This is the first book-length study of Sydney-based Horwitz Publications, the largest and most dynamic Australian pulp publisher to emerge after World War II. Although best known for its cheaply produced, sometimes luridly packaged, softcover books, Horwitz Publications played a far larger role in mainstream Australian publishing than has been so far recognised, particularly in relation to the expansion of the paperback from the late 1950s onwards.
Horwitz Publications. Pulp Fiction and the Australian Paperback examines the authorship, production, marketing and distribution of Horwitz pulp paperbacks. It includes ground-breaking material on the conditions of creative labour: the writers, artists and editors involved in the production of Horwitz pulp.
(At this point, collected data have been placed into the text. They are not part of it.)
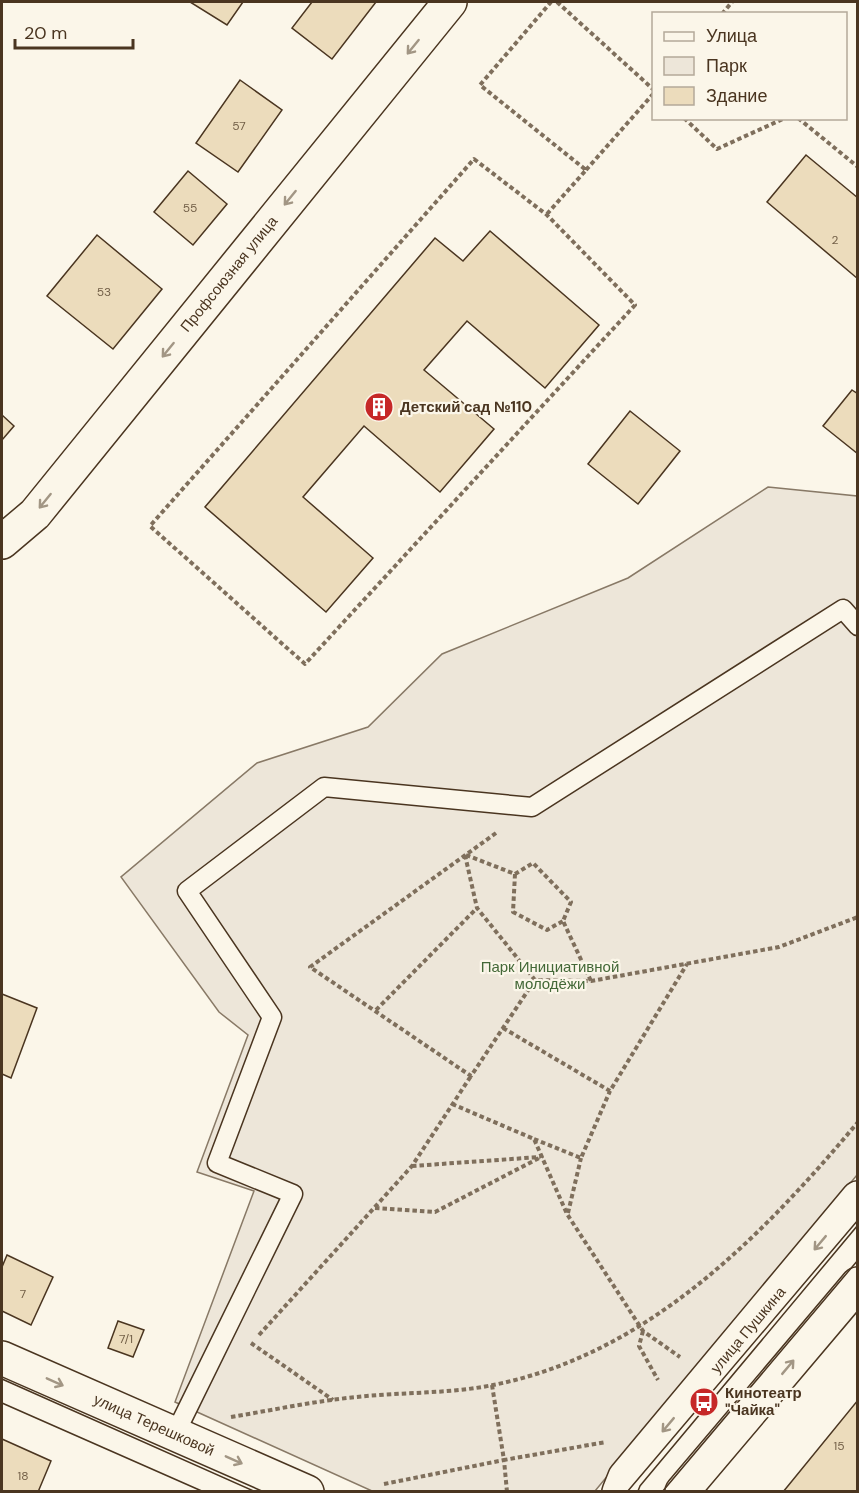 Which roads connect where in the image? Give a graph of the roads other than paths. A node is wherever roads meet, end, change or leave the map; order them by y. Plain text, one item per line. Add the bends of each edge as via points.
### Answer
1 (450, 2) edge
2 (2, 542) edge
3 (858, 626) edge
4 (858, 1198) edge
5 (856, 1289) edge
6 (2, 1358) edge
7 (175, 1434) junction
8 (307, 1491) edge
9 (620, 1491) edge
10 (682, 1491) edge

1 -> 2 street, Профсоюзная улица via 35,514
3 - 7 lane via 843,609 532,807 324,787 187,891 272,1017 217,1162 294,1194
4 -> 9 street, улица Пушкина via 625,1477
10 -> 5 street
6 -> 7 street, улица Терешковой
7 -> 8 street, улица Терешковой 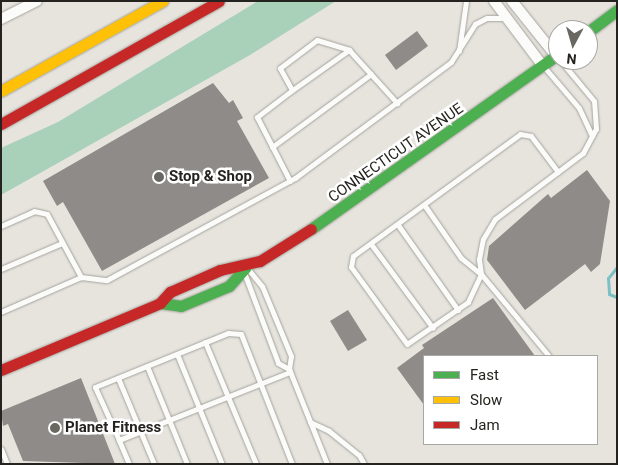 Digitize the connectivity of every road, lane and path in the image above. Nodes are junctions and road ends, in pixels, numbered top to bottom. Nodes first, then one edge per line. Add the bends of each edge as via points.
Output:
1 (37, 1) edge
2 (162, 1) edge
3 (219, 1) edge
4 (466, 1) edge
5 (494, 1) edge
6 (512, 1) edge
7 (617, 10) edge
8 (508, 18) junction
9 (1, 19) edge
10 (598, 24) edge
11 (548, 45) edge
12 (349, 50) junction
13 (459, 51) junction
14 (548, 63) edge
15 (543, 66) junction
16 (569, 70) edge
17 (372, 74) junction
18 (292, 90) junction
19 (1, 91) edge
20 (397, 103) junction
21 (1, 124) edge
22 (592, 136) junction
23 (272, 148) junction
24 (558, 172) junction
25 (290, 181) junction
26 (425, 206) junction
27 (398, 225) junction
28 (1, 226) edge
29 (62, 243) junction
30 (371, 244) junction
31 (246, 267) junction
32 (1, 270) edge
33 (481, 274) junction
34 (81, 277) junction
35 (160, 303) junction
36 (458, 310) junction
37 (1, 312) edge
38 (433, 328) junction
39 (205, 342) junction
40 (177, 354) junction
41 (548, 355) edge
42 (147, 366) junction
43 (1, 370) edge
44 (289, 371) junction
45 (118, 378) junction
46 (261, 384) junction
47 (228, 397) junction
48 (199, 409) junction
49 (170, 420) junction
50 (310, 422) junction
51 (140, 432) junction
52 (119, 440) junction
53 (1, 449) edge
54 (7, 464) edge
55 (129, 464) edge
56 (154, 464) edge
57 (187, 464) edge
58 (222, 464) edge
59 (256, 464) edge
60 (292, 464) edge
61 (327, 464) edge
62 (364, 464) edge

1 - 9 street
2 - 19 main road
3 - 21 main road
4 - 13 lane
5 - 8 street
6 - 11 street
7 - 10 main road
8 - 13 lane via 486,18 475,24
8 - 15 street
12 - 17 lane
12 - 18 lane
12 - 18 lane via 317,40 280,68
13 - 20 lane via 451,62
14 - 15 main road, CONNECTICUT AVENUE
15 - 22 lane via 579,108
15 - 31 main road, CONNECTICUT AVENUE via 358,199
16 - 22 lane via 594,101 597,118
17 - 20 lane
17 - 23 lane
18 - 23 lane via 257,117
20 - 25 lane
22 - 24 lane via 583,153
23 - 25 lane
24 - 26 lane via 531,136 520,134
24 - 33 lane via 495,220 483,239
25 - 34 lane via 107,280
26 - 27 lane
26 - 33 lane via 461,258
27 - 30 lane
27 - 36 lane
28 - 29 lane via 34,211 47,214
29 - 32 lane
29 - 34 lane
30 - 38 lane
30 - 38 lane via 353,256 351,267 402,341 412,342
31 - 35 main road, CONNECTICUT AVENUE via 215,272 170,292
31 - 35 main road, CONNECTICUT AVENUE via 229,286 181,306
31 - 44 lane via 250,297 278,362
31 - 44 lane via 262,286 291,356
33 - 36 lane via 468,302
33 - 41 lane
34 - 37 lane
35 - 43 main road, CONNECTICUT AVENUE
36 - 38 lane
39 - 40 lane
39 - 46 lane via 228,333 241,334
39 - 47 lane
40 - 42 lane
40 - 48 lane
42 - 45 lane
42 - 49 lane
44 - 46 lane
44 - 50 lane
45 - 51 lane
45 - 52 lane via 95,387
46 - 47 lane
46 - 60 lane
47 - 48 lane
47 - 59 lane
48 - 49 lane
48 - 58 lane
49 - 51 lane
49 - 57 lane
50 - 61 lane
50 - 62 lane via 329,431
51 - 52 lane
51 - 56 lane
52 - 55 lane
53 - 54 lane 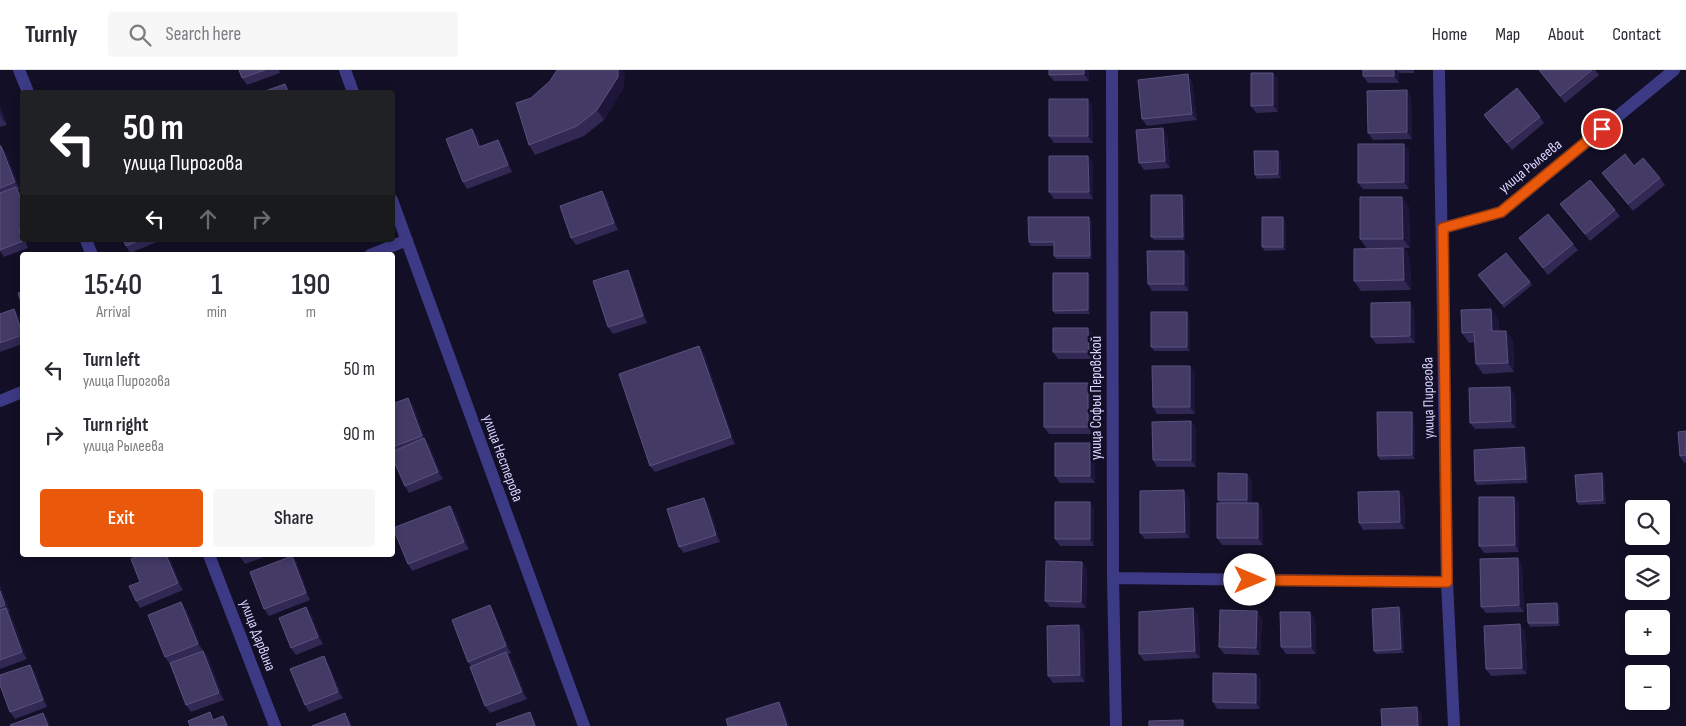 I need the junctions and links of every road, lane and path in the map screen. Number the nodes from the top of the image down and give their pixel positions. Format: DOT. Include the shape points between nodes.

The book also explores how Horwitz pulp paperbacks acted as a local conduit for the global modern: the ideas, sensations, fascinations, technologies and people that came crashing into the Australian consciousness in the 1950s and 1960s.
Here’s what people are saying about the book.
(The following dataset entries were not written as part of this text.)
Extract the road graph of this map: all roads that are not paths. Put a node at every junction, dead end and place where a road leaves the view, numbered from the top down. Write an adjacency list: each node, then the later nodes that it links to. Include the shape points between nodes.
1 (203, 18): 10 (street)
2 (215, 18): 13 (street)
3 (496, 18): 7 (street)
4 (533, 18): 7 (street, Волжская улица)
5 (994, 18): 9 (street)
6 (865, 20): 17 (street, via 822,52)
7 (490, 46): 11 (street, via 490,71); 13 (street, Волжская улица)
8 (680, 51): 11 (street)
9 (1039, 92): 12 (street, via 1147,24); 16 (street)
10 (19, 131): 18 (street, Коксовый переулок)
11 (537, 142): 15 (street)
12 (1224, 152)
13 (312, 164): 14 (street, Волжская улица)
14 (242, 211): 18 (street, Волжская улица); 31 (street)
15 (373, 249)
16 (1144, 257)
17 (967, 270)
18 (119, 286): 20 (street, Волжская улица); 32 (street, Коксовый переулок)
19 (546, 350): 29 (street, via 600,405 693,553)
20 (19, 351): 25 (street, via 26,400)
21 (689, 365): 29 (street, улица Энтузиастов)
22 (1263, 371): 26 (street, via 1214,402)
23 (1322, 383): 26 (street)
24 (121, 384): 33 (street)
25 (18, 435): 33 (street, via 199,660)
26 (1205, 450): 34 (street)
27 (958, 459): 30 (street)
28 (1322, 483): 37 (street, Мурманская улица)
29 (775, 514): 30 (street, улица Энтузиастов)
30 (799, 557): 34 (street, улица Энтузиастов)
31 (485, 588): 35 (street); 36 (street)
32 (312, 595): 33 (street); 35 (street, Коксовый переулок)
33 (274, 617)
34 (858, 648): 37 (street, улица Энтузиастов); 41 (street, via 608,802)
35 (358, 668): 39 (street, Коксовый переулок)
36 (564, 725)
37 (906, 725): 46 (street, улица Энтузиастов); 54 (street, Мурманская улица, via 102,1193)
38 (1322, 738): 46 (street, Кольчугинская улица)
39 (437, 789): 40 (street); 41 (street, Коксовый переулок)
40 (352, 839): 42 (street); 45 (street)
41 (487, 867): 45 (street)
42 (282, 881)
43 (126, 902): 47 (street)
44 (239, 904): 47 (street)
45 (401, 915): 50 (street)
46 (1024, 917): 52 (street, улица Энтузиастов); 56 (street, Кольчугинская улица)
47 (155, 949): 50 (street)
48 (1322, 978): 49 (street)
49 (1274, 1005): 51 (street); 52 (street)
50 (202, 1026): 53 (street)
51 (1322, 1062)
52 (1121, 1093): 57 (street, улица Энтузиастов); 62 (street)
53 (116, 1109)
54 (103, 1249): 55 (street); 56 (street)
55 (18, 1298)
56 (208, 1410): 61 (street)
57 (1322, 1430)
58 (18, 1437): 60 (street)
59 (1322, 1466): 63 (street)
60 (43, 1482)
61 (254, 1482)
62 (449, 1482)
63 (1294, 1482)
This fascinating and meticulously researched book tells a compelling story about the most successful independent Australian publisher, Horwitz, in the mid-20th century. Nette argues that Horwitz impacted the Australian book industry and Australian reading practices by its innovative adoption of merchandising practices and its ability to tread the fine line between feeding readers the salacious and sensationalist fare they wanted while keeping the censors at bay. This is a valuable and immensely readable story about the Americanisation of Australian popular fiction in the mid-twentieth century and the Australianisation of American genres at the same time.
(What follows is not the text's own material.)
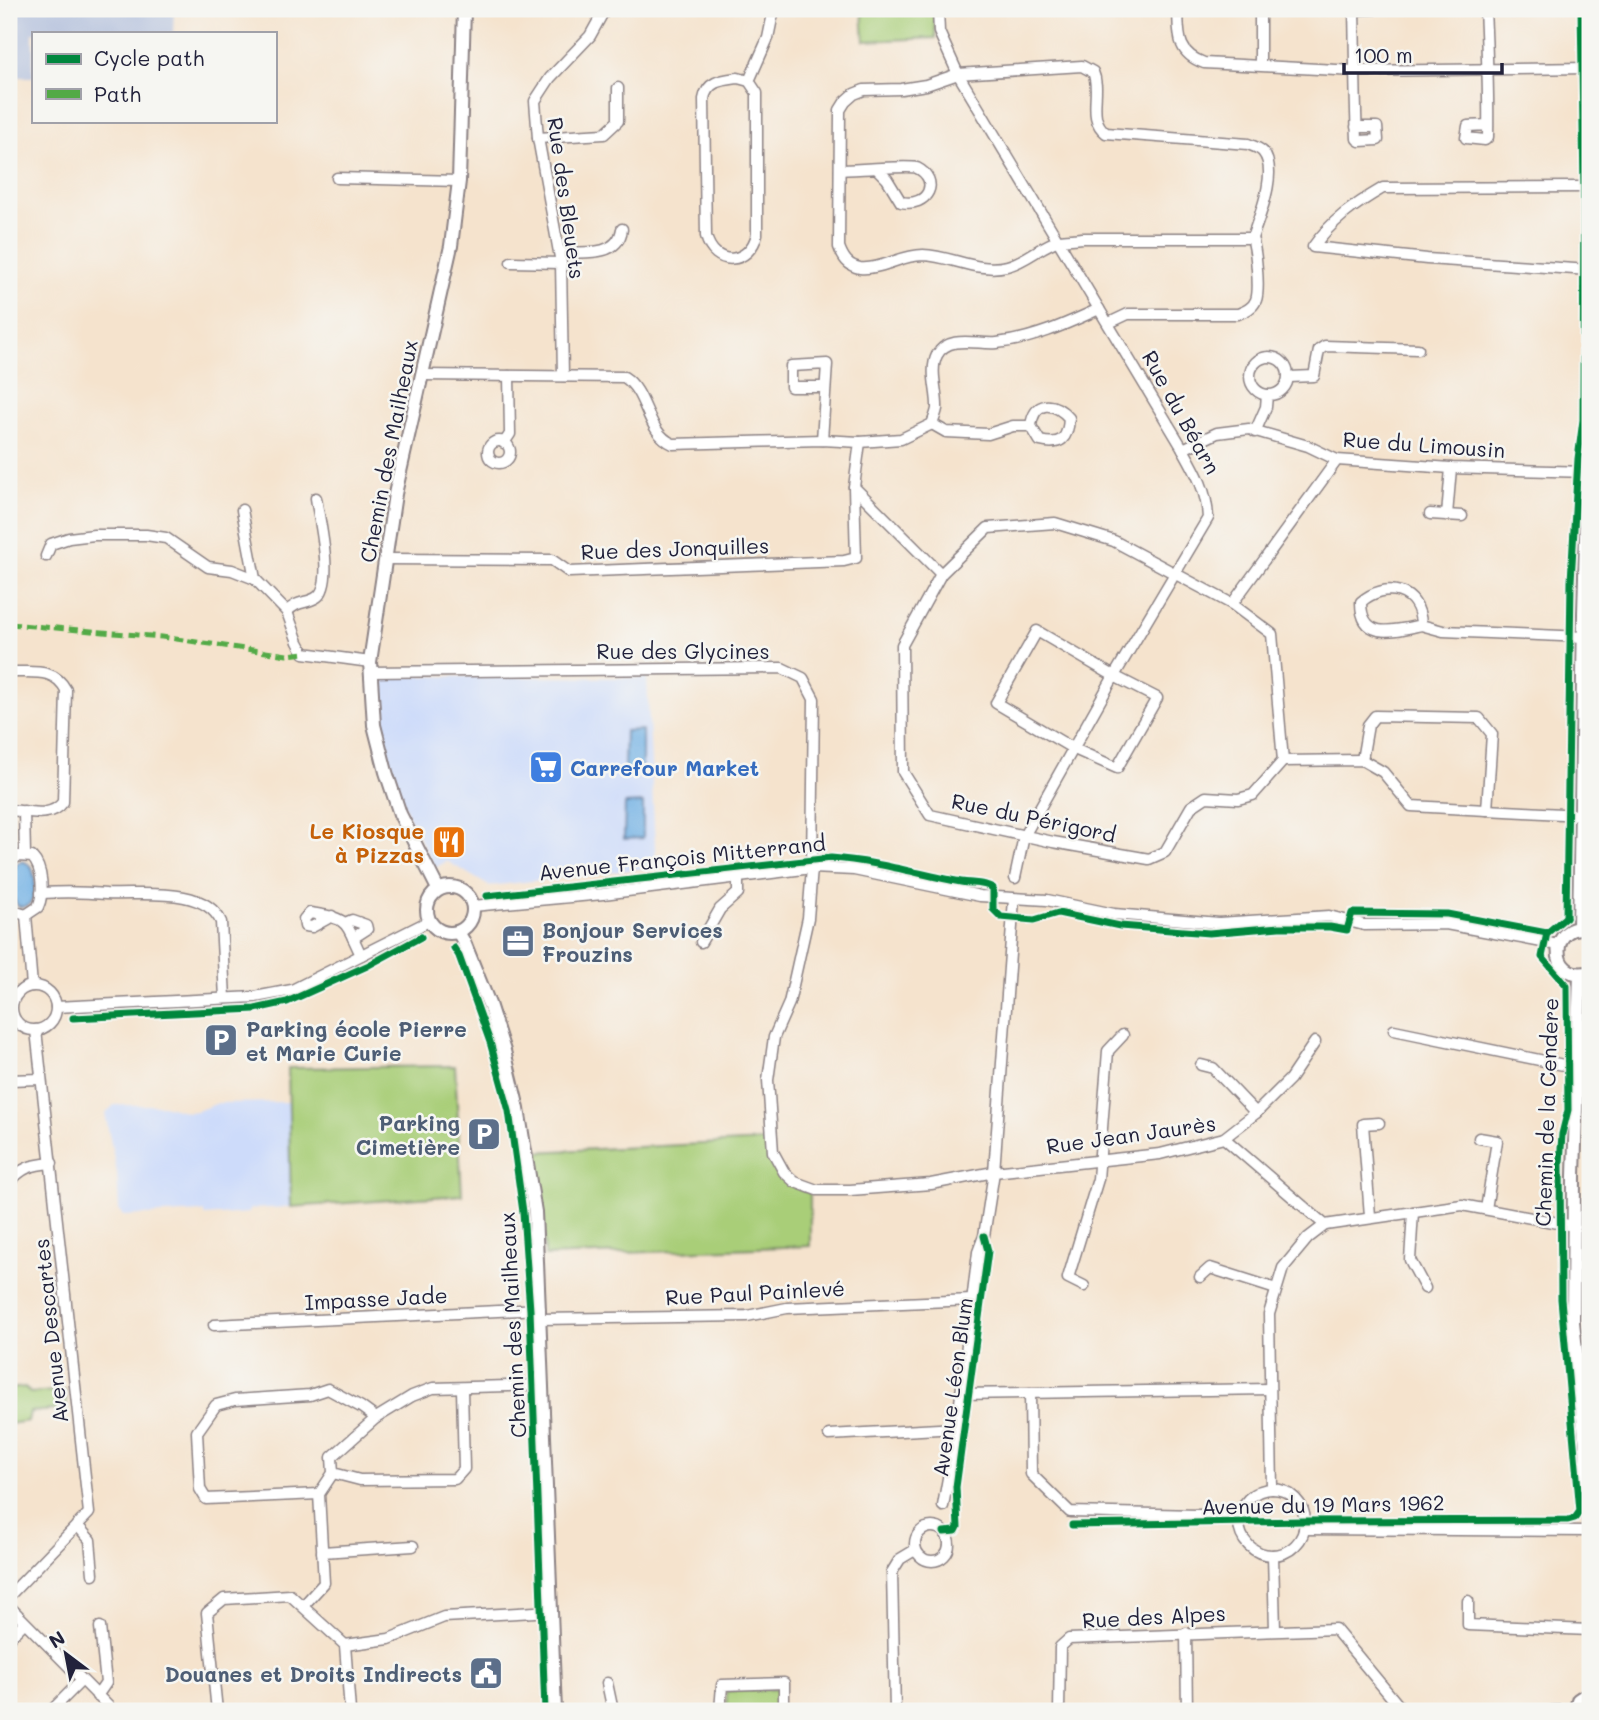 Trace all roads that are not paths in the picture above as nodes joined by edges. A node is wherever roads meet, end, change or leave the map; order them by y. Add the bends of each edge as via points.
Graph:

Hsu-Ming Teo, Associate Professor and Head of Department, Department of Media, Communications, Creative Arts, Language and Literature, Macquarie University
This book is interdisciplinary, combining analysis of texts and images; archival correspondence, and business records; press coverage of the publishing industry; personal interviews with editors, artists, and writers; attention to customs, regulations, and censorship that illuminate the intersections of the marketplace and the state. Nette is a great storyteller, attending to texts, books as artifacts, production, and marketing in narrating the cultural history of paperbacks in Australia. He makes a major contribution to the international study of pulp paperbacks by investigating how the particular economic and political circumstances of Australia shaped the market.
Erin Smith, Professor of American Studies, The University of Texas at Dallas.
Horwitz Publications is an effective popularizer of Australian literature. It negotiates the circuit of modern publishing—production, distribution, and reception—in a way that shaped the Australian book market itself.
The topic of study and Nette’s style of writing would appeal to many general readers, including fan cultures built up around (Australian) pulp fiction and librarians and archivists who are invested
in studying popular literature.
Kinohi Nishikawa, Associate Professor of English and African American Studies, Princeton University, New Jersey.